__WORK REQUEST__.
Report each line from the records where the string "font" turns up.

*** Opening of SOURCE RECORDS ***

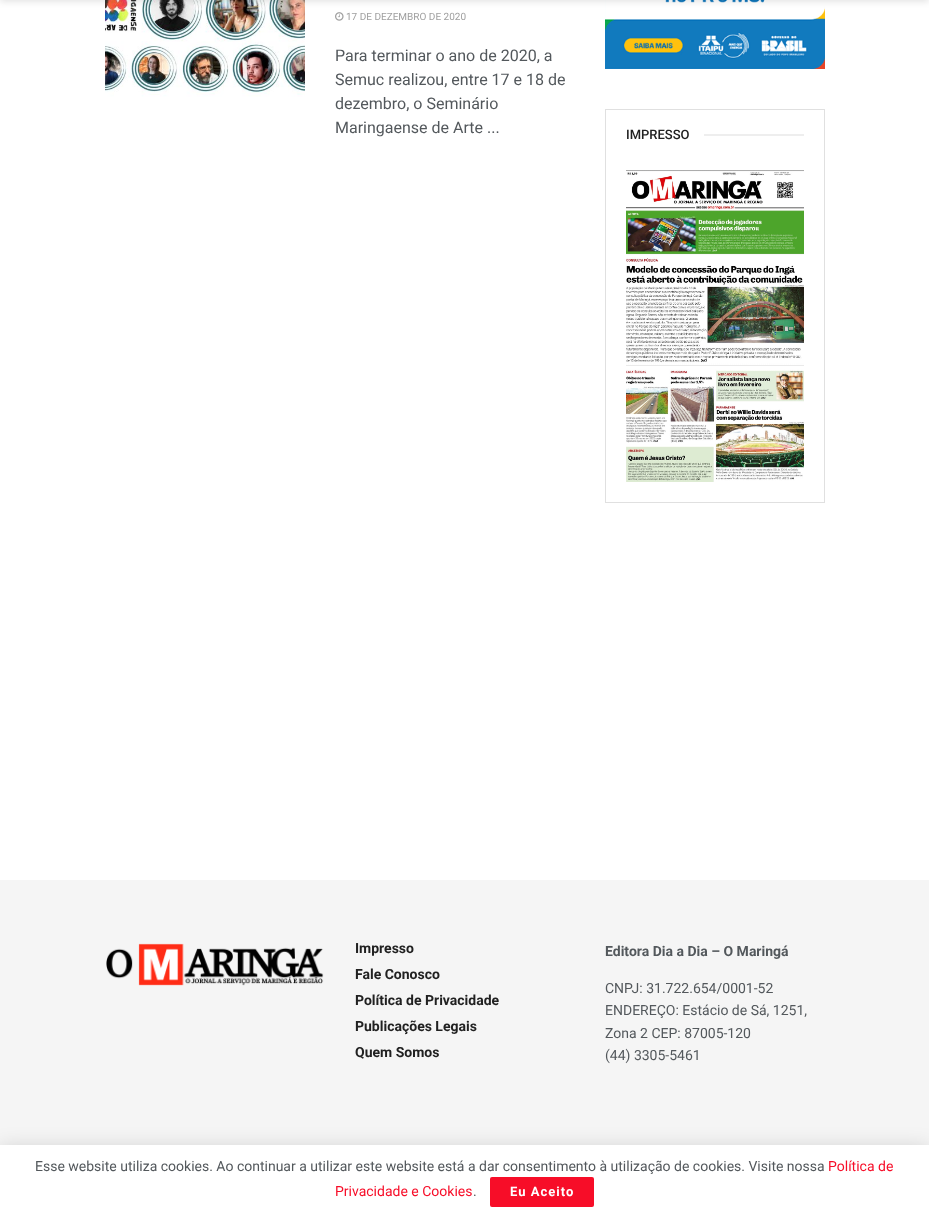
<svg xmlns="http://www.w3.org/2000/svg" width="929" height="1217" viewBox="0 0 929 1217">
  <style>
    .t1 { font: 10px Roboto; fill: #a0a0a0; }
    .t2 { font: 16px Roboto; fill: #53585c; }
    .t3 { font: 500 13px Roboto; fill: #212121; }
    .t4 { font: bold 14px Roboto; fill: #212121; }
    .t5 { font: bold 14px Roboto; fill: #53585c; }
    .t6 { font: 14px Roboto; fill: #53585c; }
    .t7 { font: 14px Roboto; fill: #f70d28; }
    .t8 { font: bold 13px Roboto; letter-spacing: 1px; fill: #fff; }
  </style>
  <rect width="100%" height="100%" fill="#fff"/>
  <image x="105" y="0" width="200" height="102" href="images/1.png"/>
  <image x="605" y="0" width="220" height="69" href="images/3.png"/>
  <rect x="0" y="-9" width="929" height="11" fill="#0000001a" filter="blur(3px)"/>
  <image x="335" y="12" width="9" height="9" href="images/2.png"/>
  <text x="346" y="20" class="t1">17 DE DEZEMBRO DE 2020</text>
  <text x="335" y="61" class="t2">Para terminar o ano de 2020, a</text>
  <text x="335" y="85" class="t2">Semuc realizou, entre 17 e 18 de</text>
  <text x="335" y="109" class="t2">dezembro, o Seminário</text>
  <text x="335" y="133" class="t2">Maringaense de Arte ...</text>
  <rect x="605.5" y="109.5" width="219" height="393" fill="none" stroke="#e0e0e0"/>
  <text x="626" y="139" class="t3">IMPRESSO</text>
  <rect x="704" y="134" width="100" height="2" fill="#eee"/>
  <image x="626" y="170" width="178" height="312" href="images/4.png"/>
  <rect x="0" y="880" width="929" height="265" fill="#f5f5f5"/>
  <image x="106" y="943" width="218" height="43" href="images/5.png"/>
  <text x="355" y="953" class="t4">Impresso</text>
  <text x="355" y="979" class="t4">Fale Conosco</text>
  <text x="355" y="1005" class="t4">Política de Privacidade</text>
  <text x="355" y="1031" class="t4">Publicações Legais</text>
  <text x="355" y="1057" class="t4">Quem Somos</text>
  <text x="605" y="956" class="t5">Editora Dia a Dia – O Maringá</text>
  <text x="605" y="993" class="t6">CNPJ: 31.722.654/0001-52</text>
  <text x="605" y="1015" class="t6">ENDEREÇO: Estácio de Sá, 1251,</text>
  <text x="605" y="1038" class="t6">Zona 2 CEP: 87005-120</text>
  <text x="605" y="1060" class="t6">(44) 3305-5461</text>
  <rect x="0" y="1147" width="929" height="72" fill="#00000026" filter="blur(10px)"/>
  <rect x="0" y="1145" width="929" height="72" fill="#00000033" filter="blur(0.5px)"/>
  <rect x="0" y="1145" width="929" height="72" fill="#fff"/>
  <text x="35" y="1171" class="t6">Esse website utiliza cookies. Ao continuar a utilizar este website está a dar consentimento à utilização de cookies. Visite nossa</text>
  <text x="828" y="1171" class="t7">Política de</text>
  <text x="335" y="1196" class="t7">Privacidade e Cookies</text>
  <text x="473" y="1196" class="t6">.</text>
  <rect x="490" y="1177" width="104" height="30" rx="2" fill="#f70d28"/>
  <text x="510" y="1196" class="t8">Eu Aceito</text>
</svg>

*** Close of SOURCE RECORDS ***

__YOUR RESPONSE__.
    .t1 { font: 10px Roboto; fill: #a0a0a0; }
    .t2 { font: 16px Roboto; fill: #53585c; }
    .t3 { font: 500 13px Roboto; fill: #212121; }
    .t4 { font: bold 14px Roboto; fill: #212121; }
    .t5 { font: bold 14px Roboto; fill: #53585c; }
    .t6 { font: 14px Roboto; fill: #53585c; }
    .t7 { font: 14px Roboto; fill: #f70d28; }
    .t8 { font: bold 13px Roboto; letter-spacing: 1px; fill: #fff; }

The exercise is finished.